Present‐Day Regional Antarctic Sea Ice Response to Extratropical Cyclones

Abstract

AbstractBoth atmospheric warming and poleward moisture transport increase the likelihood of sea ice surface melt. In the Southern Hemisphere, short‐lived extratropical cyclones (ETCs) are responsible for a bulk of total heat and moisture transport toward high latitudes. Although these storms form ubiquitously in the midlatitudes, moisture availability and temperature characteristics vary by source region. In this study, we assess atmospheric, oceanic, and sea ice concentration (SIC) anomalies associated with austral winter ETCs over different Antarctic regions using ERA5 reanalysis data. Between 1990 and 2019, we find a total of 514 ETCs, with greater storm frequency in the eastern hemisphere groups. Compared to the climatology, sea ice melts (grows) behind the warm (cold) front of each system and is negatively correlated with atmospheric poleward moisture transport, temperature, meridional winds, and sea surface temperature for all ETCs.
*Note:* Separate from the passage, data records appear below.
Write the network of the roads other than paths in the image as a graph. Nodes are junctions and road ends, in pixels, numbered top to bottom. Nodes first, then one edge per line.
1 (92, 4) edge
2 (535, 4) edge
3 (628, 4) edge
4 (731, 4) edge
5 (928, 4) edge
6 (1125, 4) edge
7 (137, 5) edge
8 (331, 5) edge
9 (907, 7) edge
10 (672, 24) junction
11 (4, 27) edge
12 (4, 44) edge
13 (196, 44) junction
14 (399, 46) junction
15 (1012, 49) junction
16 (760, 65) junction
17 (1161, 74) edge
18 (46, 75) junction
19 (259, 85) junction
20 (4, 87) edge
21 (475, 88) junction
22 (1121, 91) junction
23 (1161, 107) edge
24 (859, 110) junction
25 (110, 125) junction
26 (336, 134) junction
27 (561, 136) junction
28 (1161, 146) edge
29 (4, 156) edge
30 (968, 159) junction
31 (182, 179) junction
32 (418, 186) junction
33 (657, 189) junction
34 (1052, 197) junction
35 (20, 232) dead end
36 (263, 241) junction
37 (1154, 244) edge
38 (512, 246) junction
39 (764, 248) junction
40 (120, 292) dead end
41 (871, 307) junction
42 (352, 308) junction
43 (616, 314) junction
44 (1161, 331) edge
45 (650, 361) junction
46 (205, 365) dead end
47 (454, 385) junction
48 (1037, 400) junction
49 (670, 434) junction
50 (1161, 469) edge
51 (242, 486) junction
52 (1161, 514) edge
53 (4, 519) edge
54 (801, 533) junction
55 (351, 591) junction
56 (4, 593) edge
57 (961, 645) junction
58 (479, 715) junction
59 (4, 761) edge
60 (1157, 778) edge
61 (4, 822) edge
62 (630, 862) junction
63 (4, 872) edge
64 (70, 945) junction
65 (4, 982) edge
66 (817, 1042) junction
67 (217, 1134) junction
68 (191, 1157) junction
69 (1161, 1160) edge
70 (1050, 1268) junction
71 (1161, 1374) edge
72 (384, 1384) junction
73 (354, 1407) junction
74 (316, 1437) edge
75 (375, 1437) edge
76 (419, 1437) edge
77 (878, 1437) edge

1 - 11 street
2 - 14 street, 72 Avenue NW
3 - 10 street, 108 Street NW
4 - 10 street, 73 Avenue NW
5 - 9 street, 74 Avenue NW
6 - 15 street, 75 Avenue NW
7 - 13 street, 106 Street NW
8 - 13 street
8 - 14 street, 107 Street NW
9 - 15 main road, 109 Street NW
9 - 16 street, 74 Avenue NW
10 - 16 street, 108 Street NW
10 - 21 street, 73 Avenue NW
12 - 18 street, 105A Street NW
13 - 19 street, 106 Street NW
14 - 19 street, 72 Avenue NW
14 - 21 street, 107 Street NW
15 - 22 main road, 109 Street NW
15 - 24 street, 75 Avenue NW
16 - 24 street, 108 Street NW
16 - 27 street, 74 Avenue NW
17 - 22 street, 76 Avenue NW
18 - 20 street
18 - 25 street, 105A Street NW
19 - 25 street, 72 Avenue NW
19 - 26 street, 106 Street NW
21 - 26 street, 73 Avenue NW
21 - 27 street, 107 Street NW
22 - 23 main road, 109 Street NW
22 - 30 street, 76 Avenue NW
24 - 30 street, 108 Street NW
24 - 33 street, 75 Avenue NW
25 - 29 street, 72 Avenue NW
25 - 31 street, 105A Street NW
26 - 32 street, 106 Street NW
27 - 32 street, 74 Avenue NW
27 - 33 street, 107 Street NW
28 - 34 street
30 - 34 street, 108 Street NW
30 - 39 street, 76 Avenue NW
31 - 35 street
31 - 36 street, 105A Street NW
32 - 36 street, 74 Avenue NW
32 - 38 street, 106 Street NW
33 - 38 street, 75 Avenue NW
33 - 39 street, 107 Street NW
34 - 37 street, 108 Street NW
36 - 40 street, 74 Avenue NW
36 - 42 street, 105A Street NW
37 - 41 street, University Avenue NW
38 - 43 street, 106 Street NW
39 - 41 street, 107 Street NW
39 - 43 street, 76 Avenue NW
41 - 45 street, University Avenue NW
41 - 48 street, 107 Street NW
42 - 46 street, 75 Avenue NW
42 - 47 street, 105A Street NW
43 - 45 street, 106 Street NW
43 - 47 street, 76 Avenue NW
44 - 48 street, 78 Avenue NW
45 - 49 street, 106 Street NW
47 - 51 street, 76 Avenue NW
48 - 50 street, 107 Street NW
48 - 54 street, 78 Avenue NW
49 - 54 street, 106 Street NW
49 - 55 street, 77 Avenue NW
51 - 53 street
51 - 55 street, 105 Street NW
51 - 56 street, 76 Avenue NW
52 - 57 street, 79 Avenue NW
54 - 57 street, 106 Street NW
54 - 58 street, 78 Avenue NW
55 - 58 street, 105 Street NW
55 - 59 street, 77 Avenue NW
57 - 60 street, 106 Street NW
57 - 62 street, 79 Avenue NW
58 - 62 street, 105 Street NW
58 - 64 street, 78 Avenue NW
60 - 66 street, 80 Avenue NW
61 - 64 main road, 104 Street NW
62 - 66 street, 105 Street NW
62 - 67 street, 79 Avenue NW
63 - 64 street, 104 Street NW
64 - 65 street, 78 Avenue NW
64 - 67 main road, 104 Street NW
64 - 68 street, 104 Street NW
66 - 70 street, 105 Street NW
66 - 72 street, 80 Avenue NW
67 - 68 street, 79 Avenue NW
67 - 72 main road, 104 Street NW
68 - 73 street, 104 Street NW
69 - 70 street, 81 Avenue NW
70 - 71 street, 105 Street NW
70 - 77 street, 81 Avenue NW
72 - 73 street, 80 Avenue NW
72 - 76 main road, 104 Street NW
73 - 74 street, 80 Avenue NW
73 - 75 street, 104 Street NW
We find that Bellingshausen storms move moisture and warm air furthest poleward over their lifespan. However, East Weddell and East Antarctic ETCs are responsible for greater absolute poleward moisture transport than Bellingshausen and Ross systems. More intense ETCs correspond to greater SIC through Day 1, suggesting that SIC impacts ETC strength, regardless of ETC region. From cyclogenesis to cyclolysis, sea ice extent declines underneath composite ETCs, trends are generally not significant. Overall, while sea ice response produced by ETC‐induced atmospheric and oceanic changes varies regionally, the long‐term impacts of ETCs on regional sea ice are negligible over the study period.